Thanks Keith and good afternoon to everyone and thanks for taking time to join us today. As many of you are aware, Asbury has delivered excellent results over the last 11 quarters. Our past performance has been largely achieved through growing our high margin businesses, used vehicles, fixed operations and finance and insurance. And during the quarter we have continued our growth in fixed operations and F&I. In addition, our performance in new vehicles was very solid considering the retail environment. To some extent we have set ourselves up with some pretty difficult comps particularly in used vehicles. I’m sure there’s concern regarding our used vehicle operations and I will address the cause of the third quarter decline, the actions we have taken and what we expect in the future. In addition to our solid performance in new vehicles, fixed operations and F&I, we have positive momentum on several other fronts. With our latest acquisitions we have now acquired $350 million in revenues this year exceeding our annual target of $200 million.

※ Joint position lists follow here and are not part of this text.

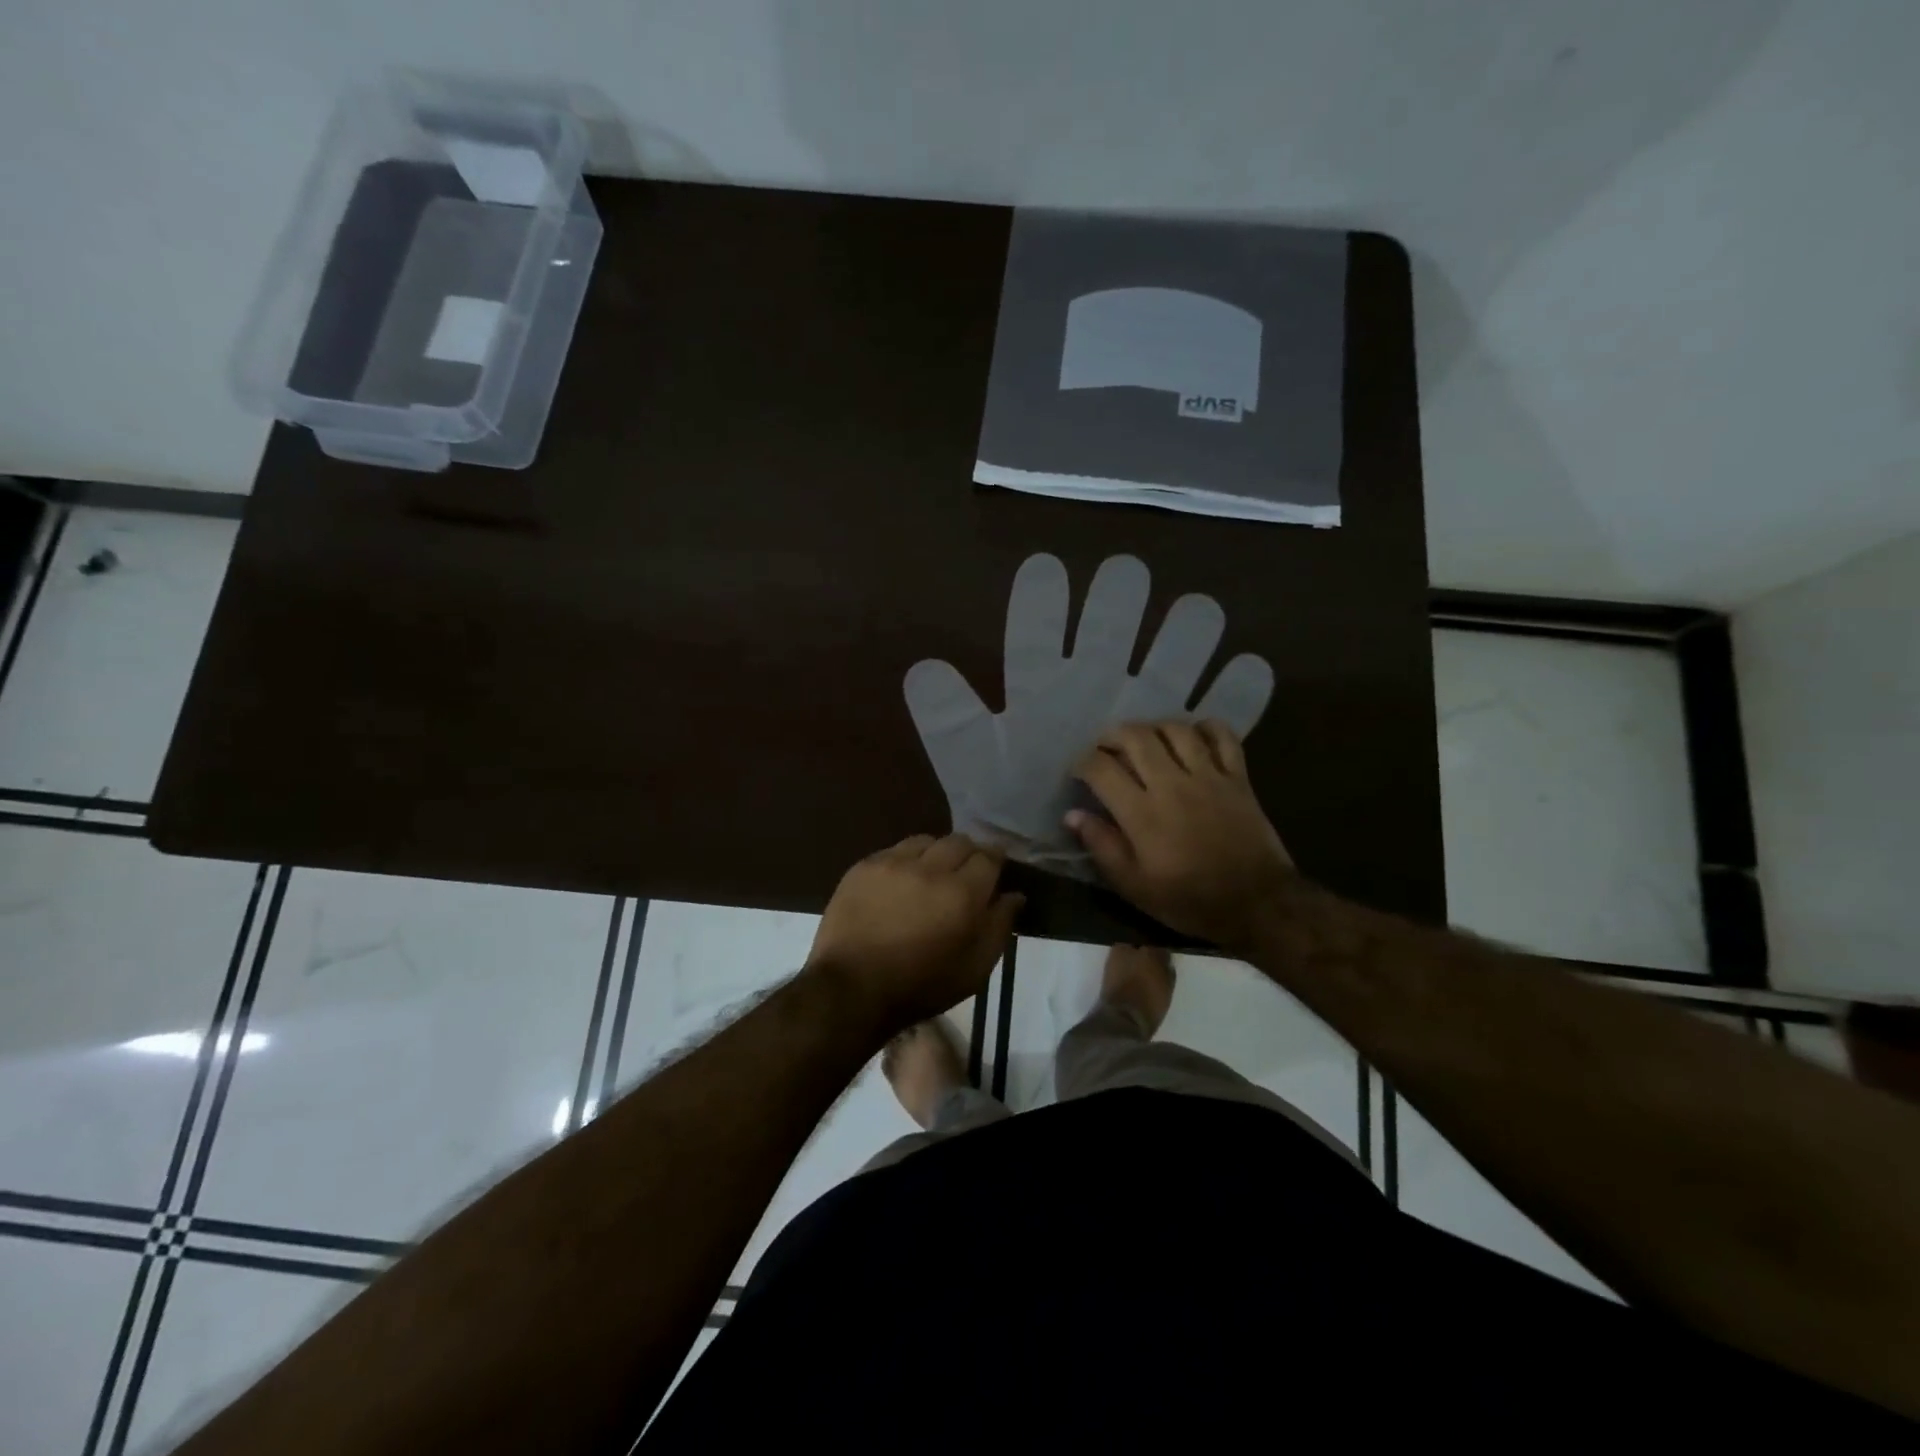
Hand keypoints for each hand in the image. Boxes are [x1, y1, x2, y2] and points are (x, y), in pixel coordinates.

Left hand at [805, 834, 1022, 1034]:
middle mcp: (930, 868)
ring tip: (932, 874)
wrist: (851, 989)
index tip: (997, 869)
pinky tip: (902, 880)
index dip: (996, 860)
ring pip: (926, 841)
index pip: (989, 856)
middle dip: (969, 853)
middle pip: (960, 841)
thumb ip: (999, 926)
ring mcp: (893, 863)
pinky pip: (895, 850)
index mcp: (962, 893)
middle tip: (966, 874)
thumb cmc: (921, 986)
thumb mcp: (975, 969)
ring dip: (937, 853)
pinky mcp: (864, 866)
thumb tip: (1015, 894)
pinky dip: (906, 860)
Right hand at [1067, 721, 1293, 950]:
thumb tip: (1072, 814)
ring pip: (1176, 730)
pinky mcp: (1238, 777)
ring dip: (1154, 728)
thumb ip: (1102, 846)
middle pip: (1136, 737)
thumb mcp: (1134, 886)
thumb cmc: (1189, 900)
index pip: (1101, 768)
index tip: (1079, 773)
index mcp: (1141, 812)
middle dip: (1113, 736)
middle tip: (1106, 748)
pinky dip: (1206, 728)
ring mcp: (1208, 776)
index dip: (1082, 763)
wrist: (1257, 904)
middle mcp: (1171, 784)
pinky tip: (1193, 736)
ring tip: (1145, 740)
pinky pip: (1222, 737)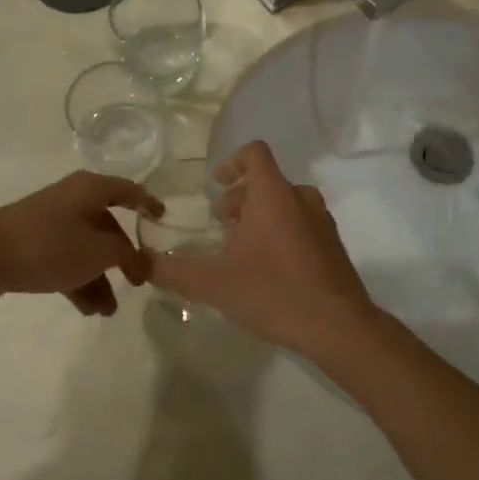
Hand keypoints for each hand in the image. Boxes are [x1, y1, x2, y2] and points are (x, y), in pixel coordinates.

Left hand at [0, 172, 162, 316]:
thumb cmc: (48, 246)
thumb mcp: (98, 252)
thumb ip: (126, 255)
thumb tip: (138, 259)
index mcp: (90, 189)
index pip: (128, 190)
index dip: (148, 203)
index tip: (163, 220)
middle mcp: (72, 200)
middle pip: (107, 225)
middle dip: (123, 256)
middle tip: (138, 282)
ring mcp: (50, 223)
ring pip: (86, 249)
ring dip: (101, 278)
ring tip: (108, 311)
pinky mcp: (32, 245)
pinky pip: (66, 261)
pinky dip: (79, 282)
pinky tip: (88, 310)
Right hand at [146, 141, 376, 355]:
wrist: (338, 327)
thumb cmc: (273, 292)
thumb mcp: (213, 284)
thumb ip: (172, 270)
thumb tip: (139, 262)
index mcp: (273, 194)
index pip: (254, 153)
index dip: (231, 162)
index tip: (216, 186)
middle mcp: (301, 199)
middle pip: (267, 182)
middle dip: (240, 199)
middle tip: (220, 227)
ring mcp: (322, 222)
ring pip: (285, 204)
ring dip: (260, 217)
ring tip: (241, 250)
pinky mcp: (333, 246)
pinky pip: (302, 225)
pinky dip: (281, 233)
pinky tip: (268, 271)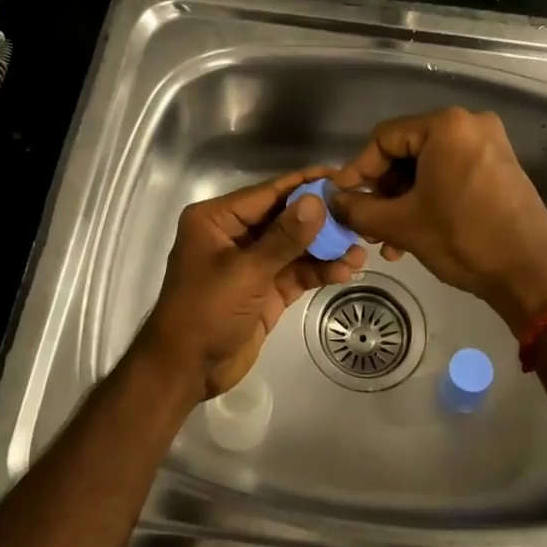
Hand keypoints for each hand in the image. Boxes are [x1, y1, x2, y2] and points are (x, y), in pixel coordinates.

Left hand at [138, 167, 366, 403]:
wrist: (186, 370)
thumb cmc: (206, 311)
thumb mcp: (246, 271)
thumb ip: (285, 237)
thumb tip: (317, 200)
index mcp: (217, 220)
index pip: (268, 193)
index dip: (305, 185)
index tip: (341, 176)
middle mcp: (234, 235)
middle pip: (285, 218)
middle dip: (321, 220)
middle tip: (358, 215)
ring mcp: (251, 264)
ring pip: (295, 247)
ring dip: (326, 249)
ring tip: (360, 249)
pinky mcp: (265, 290)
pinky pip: (296, 273)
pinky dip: (318, 271)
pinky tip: (346, 270)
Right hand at [329, 108, 546, 332]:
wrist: (531, 273)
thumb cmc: (463, 239)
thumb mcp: (401, 224)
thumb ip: (358, 208)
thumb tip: (333, 201)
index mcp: (447, 126)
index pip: (384, 138)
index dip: (358, 170)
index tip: (342, 199)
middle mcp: (470, 124)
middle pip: (406, 151)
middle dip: (383, 191)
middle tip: (367, 223)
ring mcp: (489, 145)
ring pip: (427, 167)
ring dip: (403, 201)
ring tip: (388, 239)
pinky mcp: (500, 167)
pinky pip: (450, 174)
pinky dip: (429, 198)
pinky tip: (414, 233)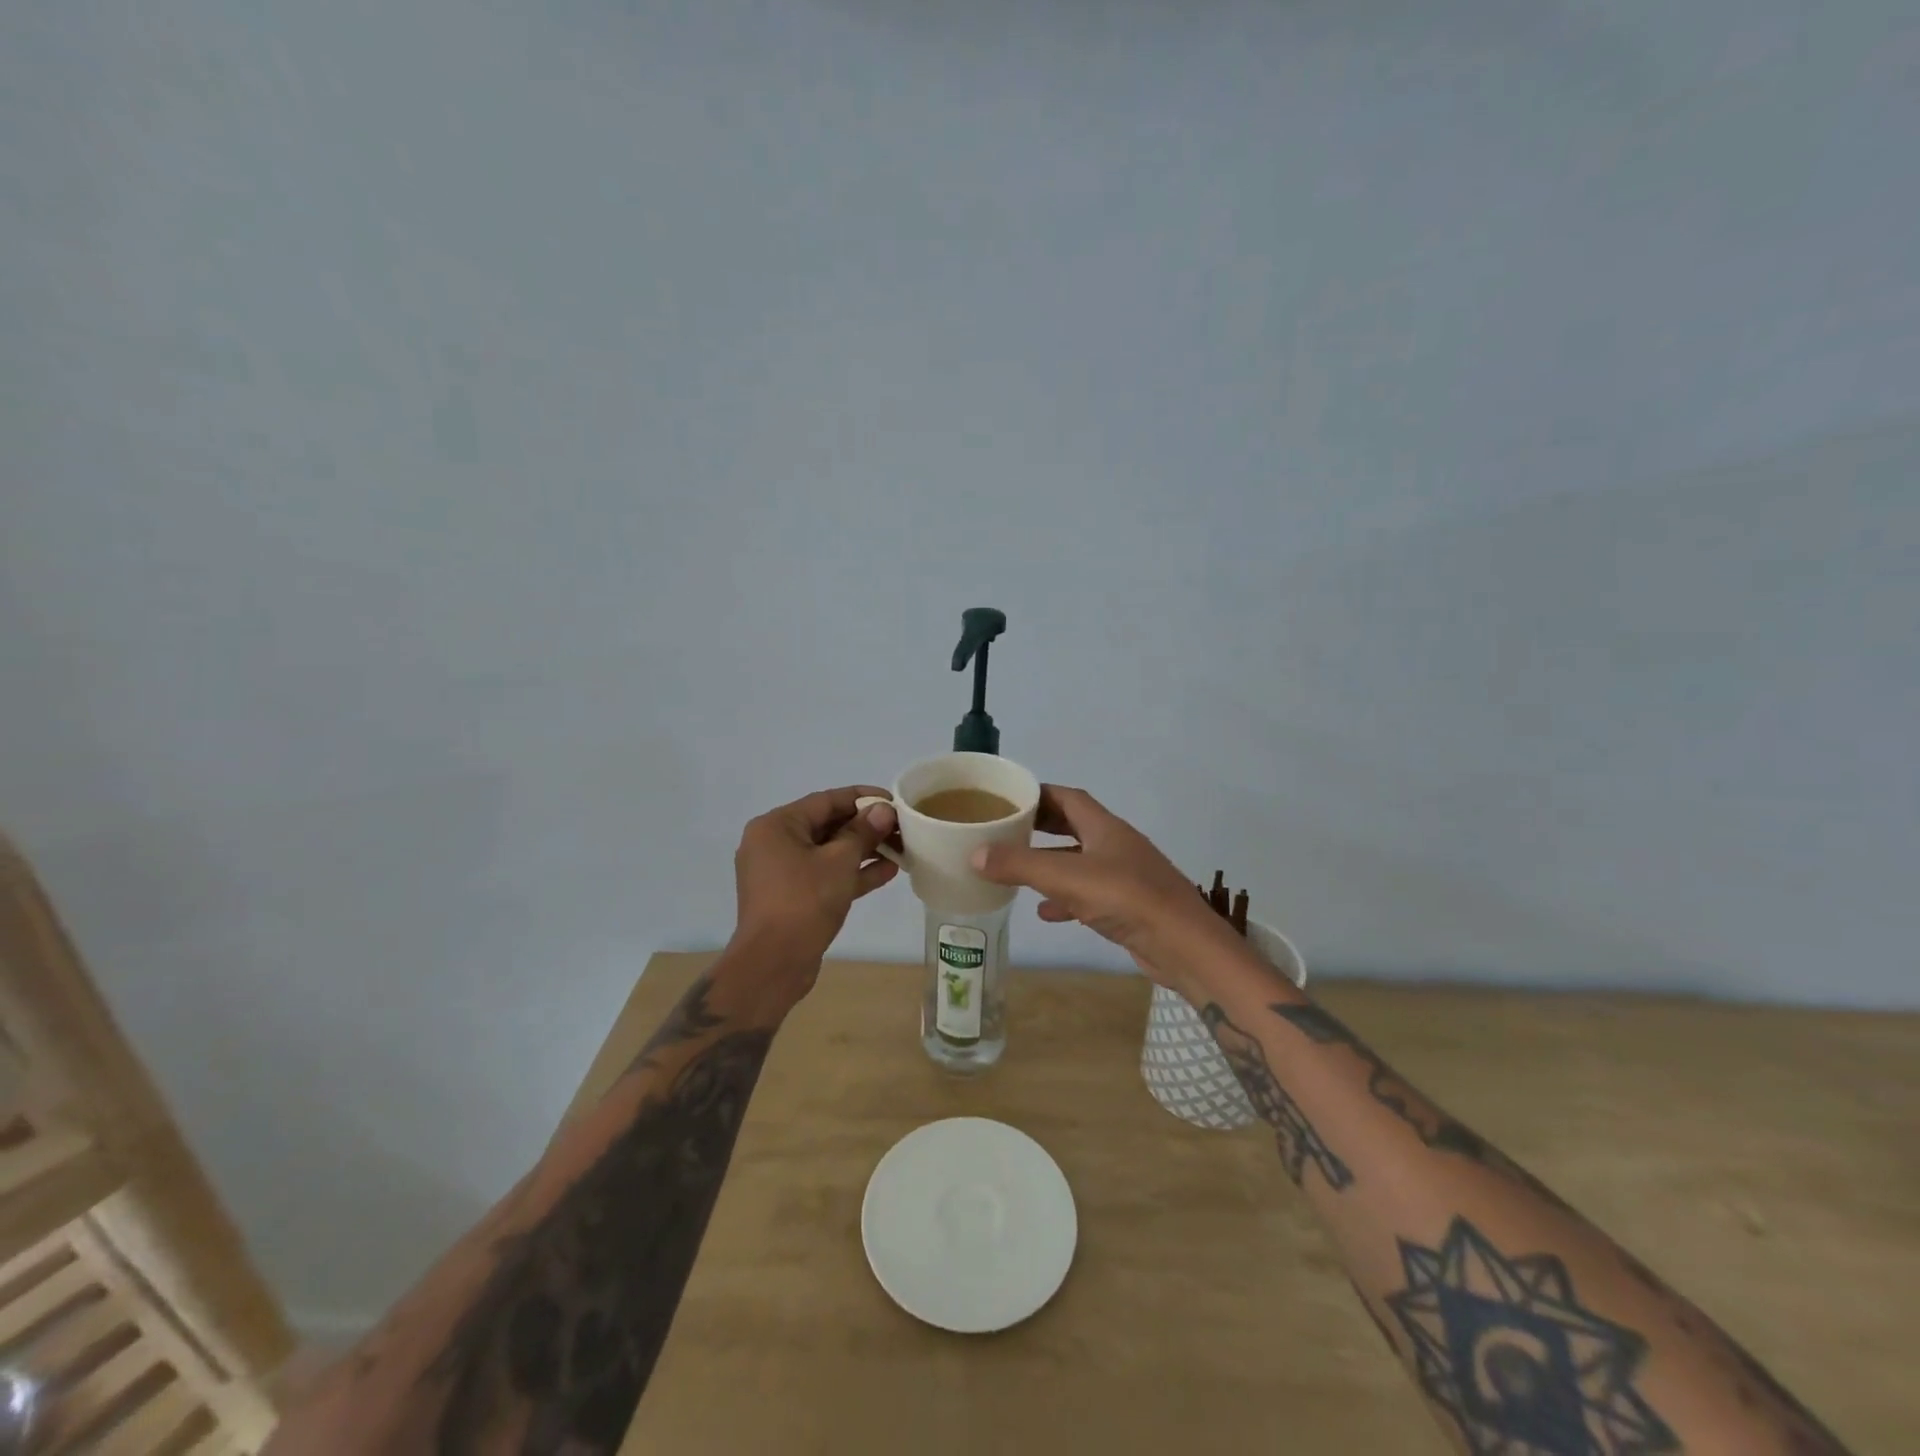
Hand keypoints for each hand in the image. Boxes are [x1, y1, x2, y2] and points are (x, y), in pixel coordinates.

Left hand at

And with the progress of our share repurchase program, we have now returned almost $50 million in capital to our shareholders this year. We’ve also entered into a partnership with DealerTrack and plan to convert all of our stores to its Arkona DMS system. And let me be very clear, while I’m disappointed in our performance in used vehicles this quarter, I have the utmost confidence in our team, our portfolio of stores and our model. Looking at the overall results, EPS for continuing operations was $0.58, up 7% over $0.54 last year and Gordon will discuss results in greater detail in a few moments. But adjusting last year’s performance for non-operating items we were down slightly on an EPS basis with EPS being $0.59 last year. Our…

Gordon Smith

CFO

Thanks Charles, good afternoon everyone. Income from continuing operations increased 5% for the quarter to $19.2 million or $0.58 per share, up from $18.4 million last year, or $0.54 per share. As Charles mentioned, when you take into consideration the impact of non-operational charges disclosed last year, which totaled $0.05. EPS for the quarter was down slightly. Our bottom line performance was aided by a tax benefit of which I will address in a few minutes. However, it’s important to note that the tax benefit was almost fully offset by non-operating charges and SG&A during the quarter. This quarter marks the first time in nearly three years that we were not able to deliver productivity on our adjusted expense ratio. Obviously in a difficult retail environment, particularly one characterized by an inconsistent pace of business it was a challenge for us to react to conditions in our local markets. What the numbers for the quarter do not reveal is the actions we took late in the quarter. With our recent management teams reducing our advertising plans by more than 10% and performing an in-depth review of our dealerships, staffing levels to ensure that we are properly positioned to head into the slower selling system. SG&A expenses on a comparable basis declined 160 basis points to 77.1%. However, as I mentioned earlier, our results for the quarter included $1.8 million in charges related to an abandoned real estate development project and a legal settlement cost, contributing 80 basis points, or nearly half the deterioration. Excluding these items, our SG&A deterioration dropped to 80 basis points, which can be largely attributed to the reduction in retail sales. Many aspects of our variable cost structure improved in the quarter. With personnel expenses down 30 basis points, sales person compensation down 50 basis points,…

Charles Oglesby

President and CEO

Thanks Gordon. In summery, I’m satisfied with our performance, in light of the challenges we faced during the quarter, as our balanced business model provided considerable stability in a period of weak retail sales. As a management team, we have taken aggressive steps to ensure that we are well positioned for future success. And I remain confident, that our operating model, which allows our regional management teams to react to local market conditions, while enjoying the savings of our shared infrastructure, will continue to prove an effective approach to managing a large retail organization. I’d like to turn the call over to the operator for a few questions.

Operator

Operator

Thank you very much. (Operator instructions) And the first question comes from Edward Yruma with J.P. Morgan.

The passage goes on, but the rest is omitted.